- ABOUT THIS EXERCISE:
Each line from the one containing "ring pip: (807, 478)" through the final line of the records is to be repeated exactly, with no additions.

- GIVEN RECORDS:
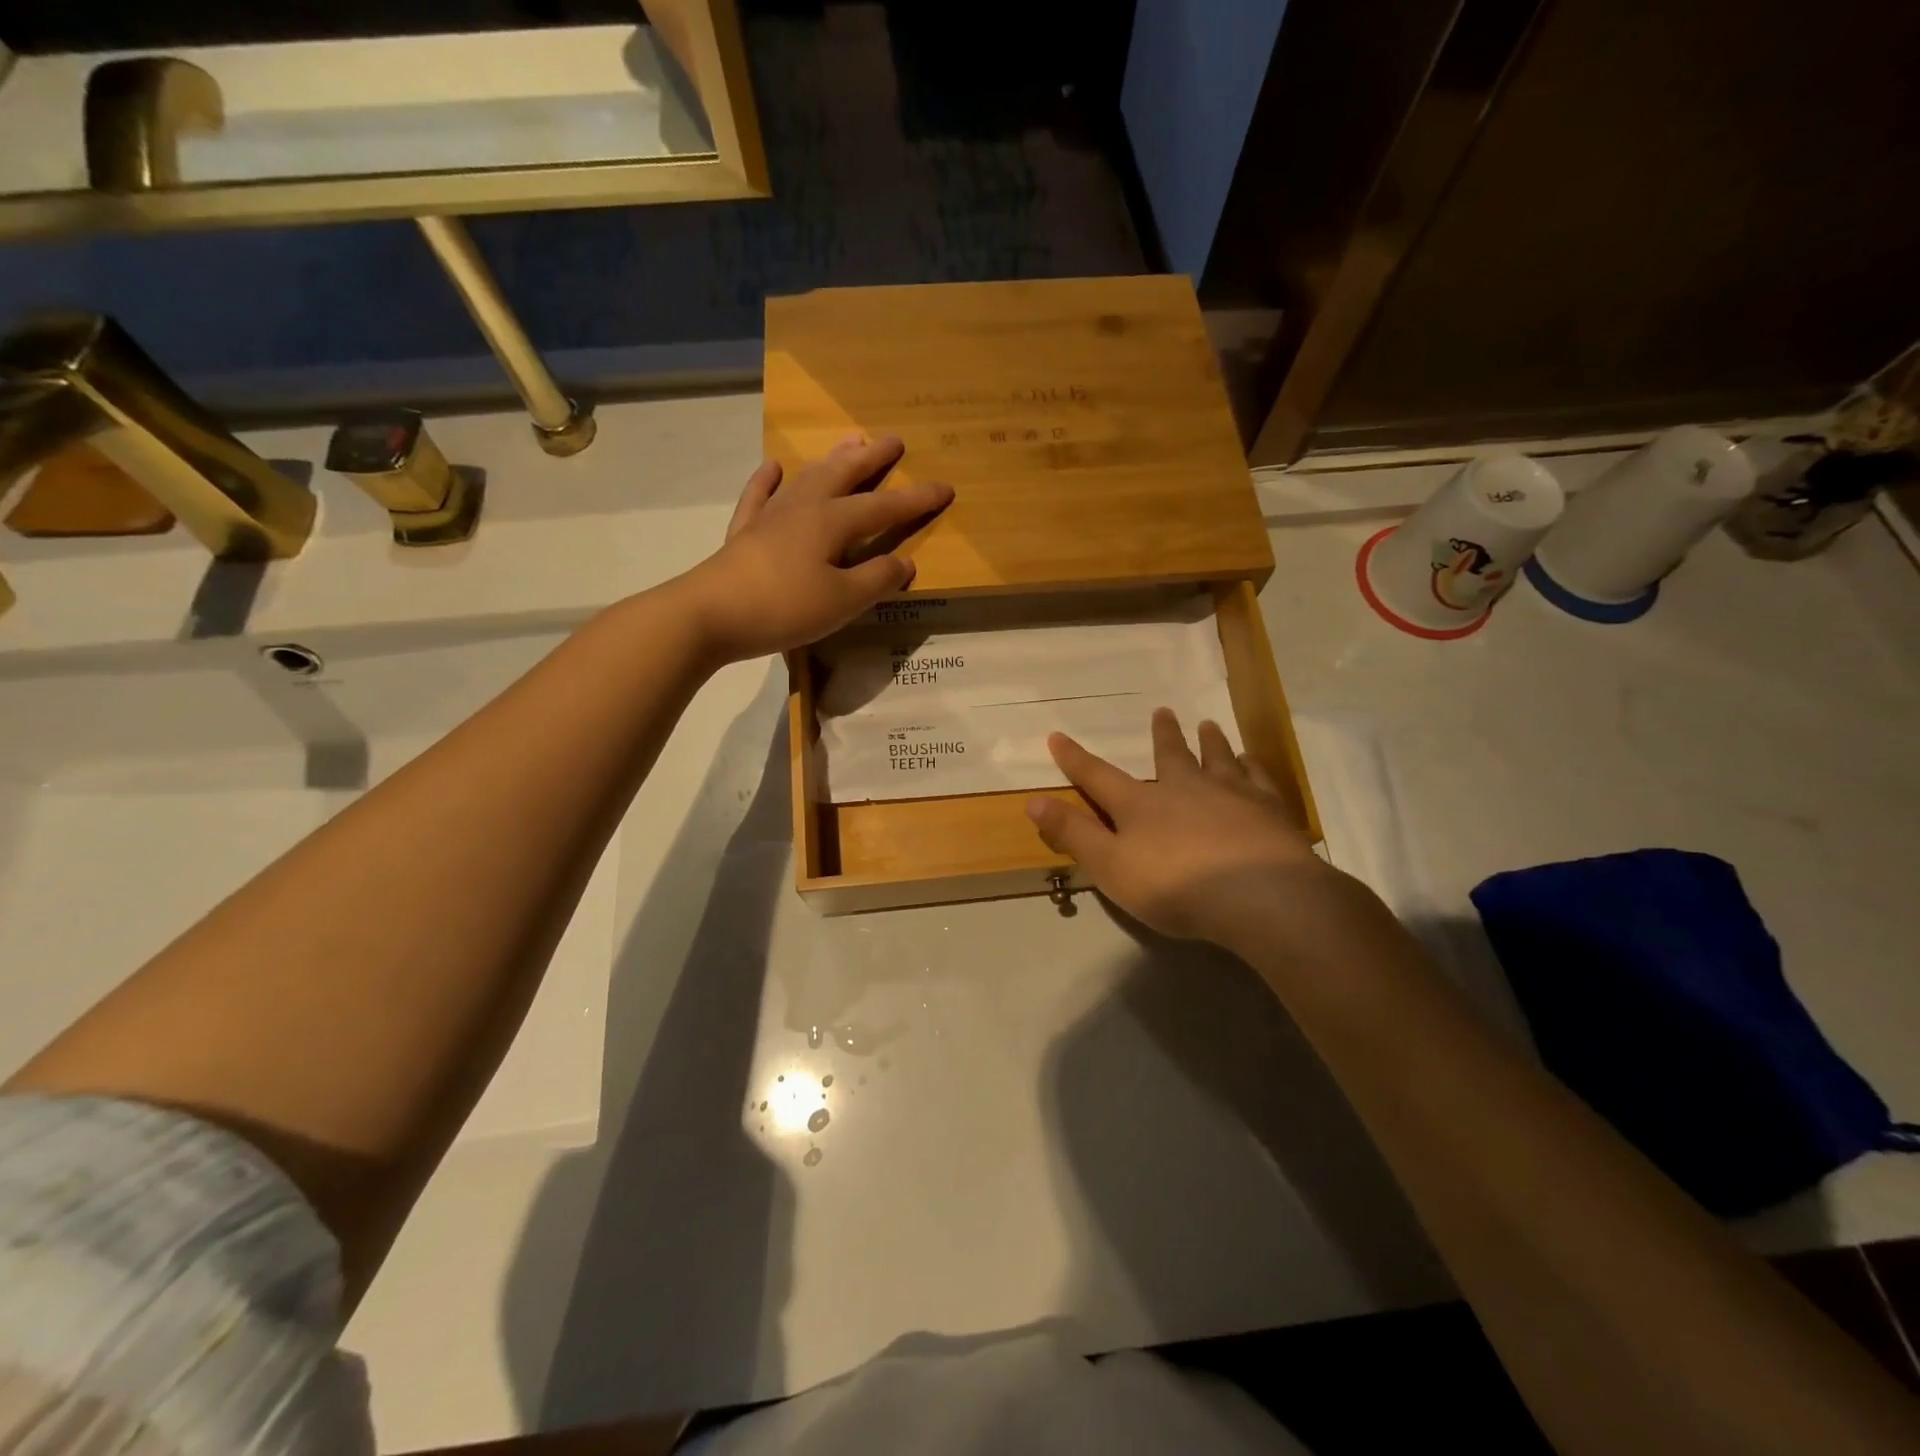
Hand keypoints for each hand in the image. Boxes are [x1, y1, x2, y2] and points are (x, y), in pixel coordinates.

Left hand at [678, 436, 952, 661]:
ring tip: (849, 442)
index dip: (916, 499)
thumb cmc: (785, 607)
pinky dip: (768, 480)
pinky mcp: (744, 533)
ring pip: (807, 478)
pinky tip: (774, 468)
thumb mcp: (843, 601)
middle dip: (872, 458)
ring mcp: (770, 517)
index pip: (884, 508)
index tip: (946, 487)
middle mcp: (804, 508)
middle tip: (893, 439)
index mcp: (833, 522)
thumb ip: (877, 580)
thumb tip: (905, 562)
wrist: (711, 614)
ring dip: (831, 460)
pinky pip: (759, 497)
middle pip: (844, 475)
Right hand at [1026, 708, 1341, 951]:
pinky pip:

- FINISHED EXERCISE:
ring pip: (807, 478)
pinky tip: (774, 468)
thumb mcp: (843, 601)
middle dip: (872, 458)
ring mcp: (770, 517)
index pip: (884, 508)
index tip: (946, 487)
middle mcp: (804, 508)
middle tip: (893, 439)
index mcp: (833, 522)
thumb ip: (877, 580)
thumb tip: (905, 562)
wrist: (711, 614)
ring dip: (831, 460)
pinky pip: (759, 497)
middle pip: (844, 475)
Right hand at [1026, 708, 1341, 951]:
pinky pip:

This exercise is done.